The improvement in pulmonary function was also reflected by the cessation in supplemental oxygen usage by subjects after transplantation. At time 1, 8 of the 10 subjects were using supplemental oxygen continuously; at time 2, 1 subject required supplemental oxygen intermittently; and by time 3, none of the subjects required supplemental oxygen.

BSI
In general, between time 1 and time 2, there were no significant changes in any of the BSI scores (ie, GSI, PSDI, and PST). However, between time 2 and time 3, marked (p < 0.05) improvements, as indicated by lower scores, were seen in symptom intensity (GSI) and symptom distress (PSDI) scores (Table 2) . Yet, no significant changes over time were found for the total number of symptoms (PST scores). An examination of primary symptoms showed that only the somatization (ie, body distress) scores changed greatly over time, decreasing significantly (p < 0.05) from time 2 to time 3.

General Health/QOL Rating Scale
The most dramatic improvement in subjects’ satisfaction was in relation to their physical strength/energy. The subjects were "very dissatisfied" with their physical strength/energy at time 1; their satisfaction ratings increased significantly (p < 0.05) at time 2 to "slightly dissatisfied"; and by time 3, the satisfaction ratings increased to "moderately satisfied" and were significantly (p < 0.05) higher than both time 1 and time 2. The patterns of change for the subjects’ satisfaction ratings for their QOL and current health status were similar, being very low before transplant and significantly (p < 0.05) higher after transplant. Before transplantation, the subjects indicated that they were "moderately dissatisfied" with their QOL; at time 2, they were "slightly satisfied"; and by time 3, they were "moderately satisfied" with their QOL. In relation to their satisfaction with their current health, the subjects reported they were moderately dissatisfied at time 1 and time 2, and "very satisfied" at time 3. Unlike the preceding satisfaction ratings, there were no significant changes over time in the subjects’ ratings of their satisfaction with their psychological/emotional strength. The subjects were slightly dissatisfied with their psychological strength at time 1, and by time 3, they were moderately satisfied.

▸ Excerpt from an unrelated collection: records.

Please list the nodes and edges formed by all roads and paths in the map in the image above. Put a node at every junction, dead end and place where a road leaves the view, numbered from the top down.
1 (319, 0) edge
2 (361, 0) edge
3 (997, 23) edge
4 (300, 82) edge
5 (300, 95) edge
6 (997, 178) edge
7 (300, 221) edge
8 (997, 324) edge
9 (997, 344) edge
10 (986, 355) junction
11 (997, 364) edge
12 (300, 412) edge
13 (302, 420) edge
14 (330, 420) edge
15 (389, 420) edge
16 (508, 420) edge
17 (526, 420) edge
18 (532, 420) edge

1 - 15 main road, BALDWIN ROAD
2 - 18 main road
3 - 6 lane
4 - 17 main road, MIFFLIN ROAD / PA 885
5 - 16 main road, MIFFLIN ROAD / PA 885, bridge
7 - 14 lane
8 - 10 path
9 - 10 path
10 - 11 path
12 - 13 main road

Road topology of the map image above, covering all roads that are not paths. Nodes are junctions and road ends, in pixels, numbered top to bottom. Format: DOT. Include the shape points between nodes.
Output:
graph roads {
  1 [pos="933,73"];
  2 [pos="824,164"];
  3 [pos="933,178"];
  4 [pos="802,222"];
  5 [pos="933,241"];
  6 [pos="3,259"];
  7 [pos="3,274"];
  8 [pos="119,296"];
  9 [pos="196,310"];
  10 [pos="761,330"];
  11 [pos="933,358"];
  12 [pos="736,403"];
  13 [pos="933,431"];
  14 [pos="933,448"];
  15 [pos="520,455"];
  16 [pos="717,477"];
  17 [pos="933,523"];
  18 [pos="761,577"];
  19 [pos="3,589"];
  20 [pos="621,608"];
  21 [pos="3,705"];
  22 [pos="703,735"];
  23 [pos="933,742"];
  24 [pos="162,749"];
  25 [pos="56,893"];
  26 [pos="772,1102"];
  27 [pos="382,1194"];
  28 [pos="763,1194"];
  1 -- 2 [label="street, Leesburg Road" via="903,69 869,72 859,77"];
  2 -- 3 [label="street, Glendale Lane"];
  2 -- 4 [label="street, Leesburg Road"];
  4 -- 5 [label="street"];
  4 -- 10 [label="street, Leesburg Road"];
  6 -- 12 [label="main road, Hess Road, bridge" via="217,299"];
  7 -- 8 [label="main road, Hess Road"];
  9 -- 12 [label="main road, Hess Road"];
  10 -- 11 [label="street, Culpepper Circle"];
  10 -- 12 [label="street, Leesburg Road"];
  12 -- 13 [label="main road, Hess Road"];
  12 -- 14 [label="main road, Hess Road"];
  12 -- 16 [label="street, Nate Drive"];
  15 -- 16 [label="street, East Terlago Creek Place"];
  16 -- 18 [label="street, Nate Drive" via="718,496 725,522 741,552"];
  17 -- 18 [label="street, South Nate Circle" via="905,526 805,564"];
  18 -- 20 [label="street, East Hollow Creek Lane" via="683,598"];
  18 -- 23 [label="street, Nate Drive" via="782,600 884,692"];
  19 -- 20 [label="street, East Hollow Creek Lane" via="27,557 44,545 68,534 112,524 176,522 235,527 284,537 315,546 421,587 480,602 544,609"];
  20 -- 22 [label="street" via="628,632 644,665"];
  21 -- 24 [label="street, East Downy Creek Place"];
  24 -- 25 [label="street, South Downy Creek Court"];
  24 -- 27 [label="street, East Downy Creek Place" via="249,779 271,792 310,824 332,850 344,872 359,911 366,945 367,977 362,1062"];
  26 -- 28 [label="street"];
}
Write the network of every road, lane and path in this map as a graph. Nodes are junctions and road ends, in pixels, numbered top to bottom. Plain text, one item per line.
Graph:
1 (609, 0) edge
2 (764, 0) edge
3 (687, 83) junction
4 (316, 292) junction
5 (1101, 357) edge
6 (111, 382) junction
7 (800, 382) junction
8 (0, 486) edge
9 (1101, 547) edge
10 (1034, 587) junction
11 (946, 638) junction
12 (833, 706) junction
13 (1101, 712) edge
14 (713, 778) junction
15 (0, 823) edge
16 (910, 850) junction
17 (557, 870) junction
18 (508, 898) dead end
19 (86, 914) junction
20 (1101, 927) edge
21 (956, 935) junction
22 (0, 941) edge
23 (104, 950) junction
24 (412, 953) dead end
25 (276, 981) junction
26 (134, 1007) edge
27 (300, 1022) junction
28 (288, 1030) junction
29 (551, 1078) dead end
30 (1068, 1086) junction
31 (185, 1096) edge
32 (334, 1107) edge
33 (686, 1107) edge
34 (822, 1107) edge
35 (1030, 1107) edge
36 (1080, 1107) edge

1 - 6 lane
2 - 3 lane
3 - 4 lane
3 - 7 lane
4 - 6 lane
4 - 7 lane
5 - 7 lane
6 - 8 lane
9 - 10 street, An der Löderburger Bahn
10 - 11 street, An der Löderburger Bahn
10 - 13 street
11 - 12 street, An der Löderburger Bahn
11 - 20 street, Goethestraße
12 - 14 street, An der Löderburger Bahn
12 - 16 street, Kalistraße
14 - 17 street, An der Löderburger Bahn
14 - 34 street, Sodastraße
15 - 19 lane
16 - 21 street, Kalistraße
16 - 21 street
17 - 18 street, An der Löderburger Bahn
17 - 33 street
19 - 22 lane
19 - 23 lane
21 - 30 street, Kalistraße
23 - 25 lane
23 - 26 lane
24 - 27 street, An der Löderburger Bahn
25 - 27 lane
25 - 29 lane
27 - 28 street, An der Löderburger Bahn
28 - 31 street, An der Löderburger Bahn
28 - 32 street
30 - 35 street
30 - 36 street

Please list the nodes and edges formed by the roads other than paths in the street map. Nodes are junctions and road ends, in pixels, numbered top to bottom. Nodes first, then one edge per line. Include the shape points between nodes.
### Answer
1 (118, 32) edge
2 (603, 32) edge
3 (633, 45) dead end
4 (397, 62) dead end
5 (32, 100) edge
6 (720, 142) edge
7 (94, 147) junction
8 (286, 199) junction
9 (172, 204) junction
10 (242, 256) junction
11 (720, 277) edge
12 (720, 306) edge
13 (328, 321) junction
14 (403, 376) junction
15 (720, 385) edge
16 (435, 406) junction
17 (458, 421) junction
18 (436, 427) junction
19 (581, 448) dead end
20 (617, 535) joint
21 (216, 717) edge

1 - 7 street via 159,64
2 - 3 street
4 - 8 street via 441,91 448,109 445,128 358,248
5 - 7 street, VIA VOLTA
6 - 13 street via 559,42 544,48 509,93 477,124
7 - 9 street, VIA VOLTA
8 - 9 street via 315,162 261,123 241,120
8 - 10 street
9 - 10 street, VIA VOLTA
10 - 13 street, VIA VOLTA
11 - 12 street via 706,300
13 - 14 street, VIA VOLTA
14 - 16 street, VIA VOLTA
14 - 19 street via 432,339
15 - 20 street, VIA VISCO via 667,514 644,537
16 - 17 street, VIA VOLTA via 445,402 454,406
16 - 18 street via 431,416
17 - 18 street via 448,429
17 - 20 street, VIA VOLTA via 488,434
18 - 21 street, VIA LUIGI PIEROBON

Patients’ Feelings About LT Decision
While 9 of the 10 LT recipients reported that they were very satisfied with their decision to undergo transplantation, the remaining recipient commented that he believed it was too soon to tell (even at 3 months after transplantation). At time 2, some of the explanations the subjects gave for their satisfaction with their transplant decision included the following: an increase in strength and energy, more independence, and the ability to breathe without supplemental oxygen. At 3 months after transplantation, some of the comments suggested more reflection. For example, one subject reported, "I feel happy and lucky, because without the transplant, I would not be here." Another stated, "It was my only chance at life, but I am discouraged by my diaphragm injury and its associated problems."


    Discussion
 TOP
 Abstract
 Introduction
 Materials and Methods
 Results
 Discussion
 Conclusion
 References
 
In this current study, perceived improvement in physical function, as indicated by the SIP total and physical dimension scores, was accompanied by increased satisfaction with physical strength, current health, and QOL. In addition, dramatic improvements in pulmonary function (FVC, FEV1, and FEF25–75) were seen between pre- and posttransplant measurements, but only the FEV1 continued to significantly (p < 0.05) improve between 1 month and 3 months posttransplant. The BSI findings related to the global indexes showed that the total number of symptoms did not decrease significantly (p > 0.05) over time. However, the intensity and distress associated with the symptoms did decrease significantly from 1 month to 3 months posttransplant. Unlike the marked improvement seen in the subjects’ physical function, no significant (p > 0.05) improvements were found for psychological function scores over time.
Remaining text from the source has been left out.